Clauses like these allow the supplier to increase their prices whenever they feel like it, and there is absolutely nothing you can do about it.

We’ve had instances of customers paying nearly twice the amount they originally agreed, by the time they got to the end of their original agreement. Increasing their costs by up to 100%.

Our advice is to thoroughly check your T&C’s before you sign. And if you spot a pricing clause that worries you, ask your supplier to replace it with a fixed priced guarantee.

And if they won’t. Don’t sign it. And go find a trusted supplier who provide fixed priced agreement guarantees to all their customers.

Welcome to episode 2 of our video series ‘exposing the hoodwinking’…

Each week we will bring to your attention a clause (usually hidden deep) within service agreement T&C’s, which could cause you much pain and extra unforeseen charges in the future.

This week we’ll start to cover the dreaded termination clause. Some suppliers make this a very complex area, mainly to baffle the life out of you.

And it can be so complex we’re going to split it into parts. So today is part 1.

Before you sign a service agreement to cover a printing solution, photocopier or telephone system, check the termination clause within the agreements T&C’s.

And if you find a clause that says something like: ‘Should you terminate this agreement you must pay any outstanding sums owed (including the balance that would have been payable) if this agreement had not been terminated early’. Beware…

This clause allows the supplier to charge you for the remaining years left on the service agreement. Even if you cancel due to poor service.

The supplier takes your average monthly printing spend & multiplies it by the remaining months you had left on the agreement, before you cancelled it.

So, on average. If your monthly printing spend is £200 & you had 2 years (or 24 months) left on your service agreement, when you cancelled it. The supplier will invoice you for £4,800. And there is absolutely nothing you can do about it.

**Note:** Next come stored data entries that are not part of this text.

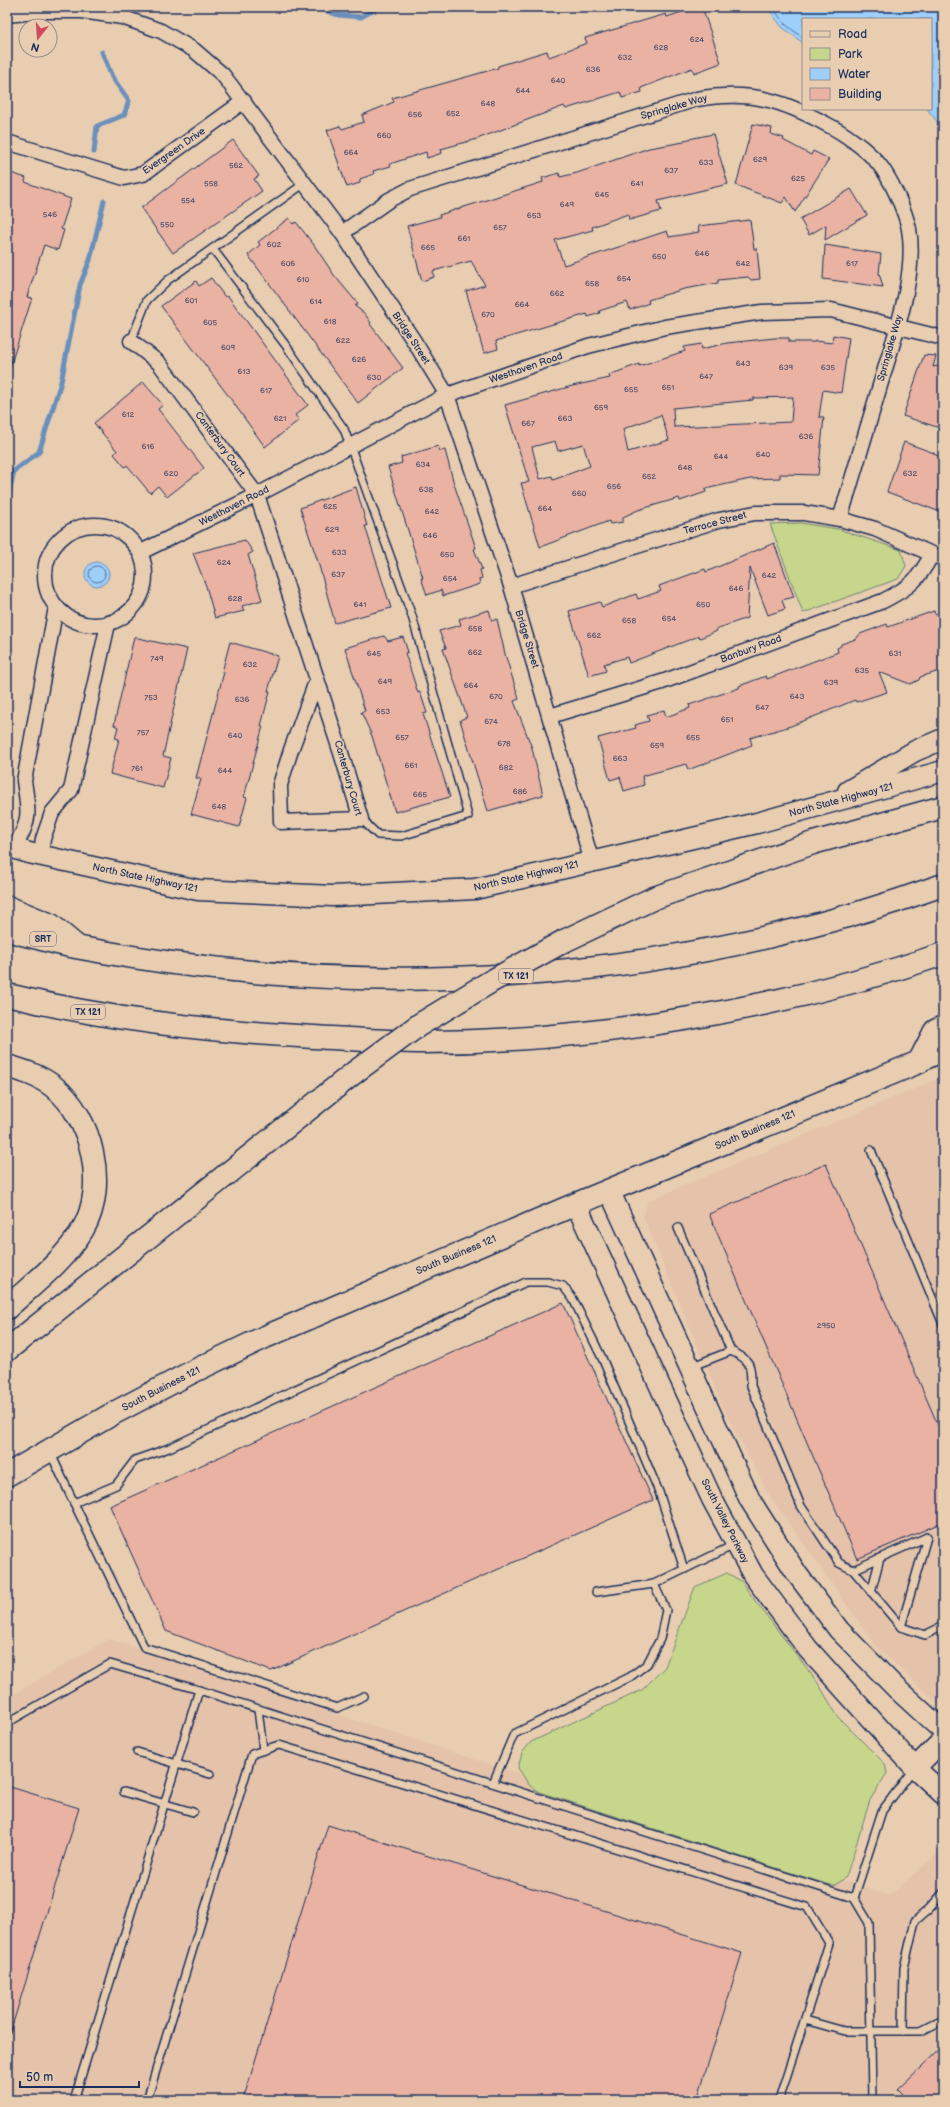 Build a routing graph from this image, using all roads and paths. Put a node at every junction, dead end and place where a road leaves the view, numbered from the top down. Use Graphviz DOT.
graph roads {
  1 [pos="7,15"];
  2 [pos="244,101"];
  3 [pos="7,142"];
  4 [pos="305,183"];
  5 [pos="342,233"];
  6 [pos="213,249"];
  7 [pos="897,326"];
  8 [pos="943,338"];
  9 [pos="131,340"];
  10 [pos="447,395"];
  11 [pos="351,446"];
  12 [pos="257,495"];
  13 [pos="840,519"];
  14 [pos="141,552"];
  15 [pos="938,556"];
  16 [pos="511,586"];
  17 [pos="56,607"];
  18 [pos="108,624"];
  19 [pos="317,679"];
  20 [pos="550,716"];
  21 [pos="943,739"];
  22 [pos="943,771"];
  23 [pos="825,804"];
  24 [pos="943,807"];
  25 [pos="360,819"];
  26 [pos="11,847"];
  27 [pos="41,856"];
  28 [pos="592,862"];
  29 [pos="943,885"];
  30 [pos="7,907"];
  31 [pos="7,930"];
  32 [pos="79,948"];
  33 [pos="943,954"];
  34 [pos="7,995"];
  35 [pos="943,1027"];
  36 [pos="943,1052"];
  37 [pos="919,1062"];
  38 [pos="7,1066"];
  39 [pos="871,1150"];
  40 [pos="609,1190"];
  41 [pos="576,1204"];
  42 [pos="678,1228"];
  43 [pos="7,1308"];
  44 [pos="943,1324"];
  45 [pos="7,1350"];
  46 [pos="731,1351"];
  47 [pos="690,1368"];
  48 [pos="49,1450"];
  49 [pos="7,1475"];
  50 [pos="74,1503"];
  51 [pos="736,1544"];
  52 [pos="880,1558"];
  53 [pos="684,1569"];
  54 [pos="853,1570"];
  55 [pos="654,1584"];
  56 [pos="596,1592"];
  57 [pos="872,1592"];
  58 [pos="943,1626"];
  59 [pos="901,1627"];
  60 [pos="199,1690"];
  61 [pos="364,1696"];
  62 [pos="258,1708"];
  63 [pos="7,1723"];
  64 [pos="943,1731"];
  65 [pos="943,1740"];
  66 [pos="263,1750"];
  67 [pos="137,1752"];
  68 [pos="177,1764"];
  69 [pos="914,1768"];
  70 [pos="210,1774"];
  71 [pos="493,1783"];
  72 [pos="124,1792"];
  73 [pos="943,1794"];
  74 [pos="164,1804"];
  75 [pos="193,1812"];
  76 [pos="943,1893"];
  77 [pos="854,1898"];
  78 [pos="805,2020"];
  79 [pos="943,2020"];
  80 [pos="871,2030"];
  81 [pos="903,2031"];
  82 [pos="74,2100"];
  83 [pos="147,2100"];
  84 [pos="779,2100"];
  85 [pos="872,2100"];
  1 -- 2 [label="street, Bridge Street"];
  2 -- 3 [label="street, Evergreen Drive"];
  2 -- 4 [label="street, Bridge Street"];
  4 -- 5 [label="street, Bridge Street"];
  4 -- 6 [label="lane"];
  5 -- 7 [label="street, Springlake Way"];
  5 -- 10 [label="street, Bridge Street"];
  6 -- 9 [label="lane"];
  6 -- 11 [label="lane"];
  7 -- 8 [label="street, Westhaven Road"];
  7 -- 10 [label="street, Westhaven Road"];
  7 -- 13 [label="street, Springlake Way"];
  9 -- 12 [label="street, Canterbury Court"];
  10 -- 11 [label="street, Westhaven Road"];
  10 -- 16 [label="street, Bridge Street"];
  11 -- 12 [label="street, Westhaven Road"];
  11 -- 25 [label="lane"];
  12 -- 14 [label="street, Westhaven Road"];
  12 -- 19 [label="street, Canterbury Court"];
  13 -- 15 [label="street, Terrace Street"];
  13 -- 16 [label="street, Terrace Street"];
  14 -- 17 [label="street"];
  14 -- 18 [label="street"];
  15 -- 20 [label="street, Banbury Road"];
  16 -- 20 [label="street, Bridge Street"];
  17 -- 18 [label="street"];
  17 -- 26 [label="street"];
  18 -- 27 [label="street"];
  19 -- 25 [label="street, Canterbury Court"];
  19 -- 25 [label="street, Canterbury Court"];
  20 -- 28 [label="street, Bridge Street"];
  21 -- 23 [label="main road"];
  22 -- 23 [label="main road, North State Highway 121"];
  23 -- 28 [label="main road, North State Highway 121"];
  24 -- 45 [label="main road, bridge"];
  26 -- 27 [label="main road, North State Highway 121"];
  27 -- 28 [label="main road, North State Highway 121"];
  29 -- 32 [label="main road, TX 121"];
  30 -- 32 [label="main road"];
  31 -- 32 [label="main road, SRT"];
  33 -- 34 [label="main road, TX 121"];
  35 -- 37 [label="main road"];
  36 -- 37 [label="main road"];
  37 -- 40 [label="main road, South Business 121"];
  38 -- 43 [label="main road"];
  39 -- 44 [label="lane"];
  40 -- 41 [label="main road, South Business 121"];
  40 -- 47 [label="main road"];
  41 -- 48 [label="main road, South Business 121"];
  41 -- 51 [label="main road, South Valley Parkway"];
  42 -- 46 [label="lane"];
  46 -- 47 [label="lane"];
  46 -- 54 [label="lane"];
  47 -- 64 [label="main road"];
  48 -- 49 [label="main road, South Business 121"];
  48 -- 50 [label="lane"];
  50 -- 53 [label="lane"];
  50 -- 61 [label="lane"];
  51 -- 53 [label="lane"];
  51 -- 69 [label="main road, South Valley Parkway"];
  52 -- 54 [label="lane"];
  52 -- 57 [label="lane"];
  52 -- 59 [label="lane"];
  53 -- 55 [label="lane"];
  54 -- 57 [label="lane"];
  55 -- 56 [label="lane"];
  55 -- 71 [label="lane"];
  57 -- 59 [label="lane"];
  58 -- 59 [label="lane"];
  60 -- 62 [label="lane"];
  60 -- 63 [label="lane"];
  60 -- 68 [label="lane"];
  62 -- 66 [label="lane"];
  62 -- 71 [label="lane"];
  65 -- 69 [label="main road"];
  66 -- 78 [label="lane"];
  66 -- 83 [label="lane"];
  67 -- 68 [label="lane"];
  68 -- 70 [label="lane"];
  68 -- 74 [label="lane"];
  69 -- 73 [label="main road, South Valley Parkway"];
  69 -- 77 [label="lane"];
  71 -- 77 [label="lane"];
  72 -- 74 [label="lane"];
  74 -- 75 [label="lane"];
  74 -- 82 [label="lane"];
  76 -- 81 [label="lane"];
  77 -- 80 [label="lane"];
  78 -- 80 [label="lane"];
  78 -- 84 [label="lane"];
  79 -- 81 [label="lane"];
  80 -- 81 [label="lane"];
  80 -- 85 [label="lane"];
}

We’ve had instances of customers being forced to pay over £10,000 just to get out of their service agreement, because they cancelled. Even though is was due to the suppliers very poor service.

As always. Our advice is to thoroughly check your T&C’s before you sign. And if you spot a termination clause that worries you, ask your supplier to remove it & replace it with a clause that allows you to leave without high charges if their service is poor.

And if they won’t. Don’t sign it. And go find a trusted supplier who will guarantee to let you leave (if their service is poor) without extortionately high financial penalties.

…thank you for watching

Welcome to episode 3 of our video series ‘exposing the hoodwinking’…

Each week we will bring to your attention a clause (usually hidden deep) within service agreement T&C’s for office equipment like printersphotocopiers & telephones. Which could cause you much pain and extra unforeseen charges in the future.

Today it’s part 2 of the dreaded termination charge.

Last week, we discussed how some unscrupulous suppliers can make you pay the whole remaining balance of the service agreement, if you want to cancel due to their poor service. Which can lead to many £1,000’s in immediate charges.

This week we’re discussing average billing levels & what can happen if you drop below them.

Somewhere in your agreement could be a clause that says something like. ‘The service agreement will be considered to have been terminated by you, if the equipment is used at monthly levels below 50% of your average monthly usage over the previous 12 months’.

This clause means. If your usage halves. Your supplier has the right to terminate the agreement & charge you the full remaining months left on your agreement, which they will calculate using your previous higher usage volumes & not your current reduced amounts.

As an example…

If there is 3 years remaining on your agreement & your average monthly spend for the previous 12 months was £200, but your current needs have reduced it to £100 a month or less. Your supplier has the right to terminate the agreement & charge you immediately for the remaining 3 years, at the previous higher rate of £200 a month. Which in this instance, is a mind boggling £7,200.

As always. Our advice is to thoroughly check your T&C’s before you sign. And if you spot a termination clause that worries you, ask your supplier to remove or change it.

And if they won’t. Don’t sign it. And go find a trusted supplier who provides simple honest service, with guaranteed fixed prices & doesn’t hide behind complex 1 sided terms & conditions.

…thank you for watching

Welcome to episode 4 of our video series ‘exposing the hoodwinking

Each week we’re bringing to your attention a clause (usually hidden deep) within service agreement T&C’s for office equipment like printersphotocopiers & telephones. Which could cause you much pain and extra unforeseen charges in the future.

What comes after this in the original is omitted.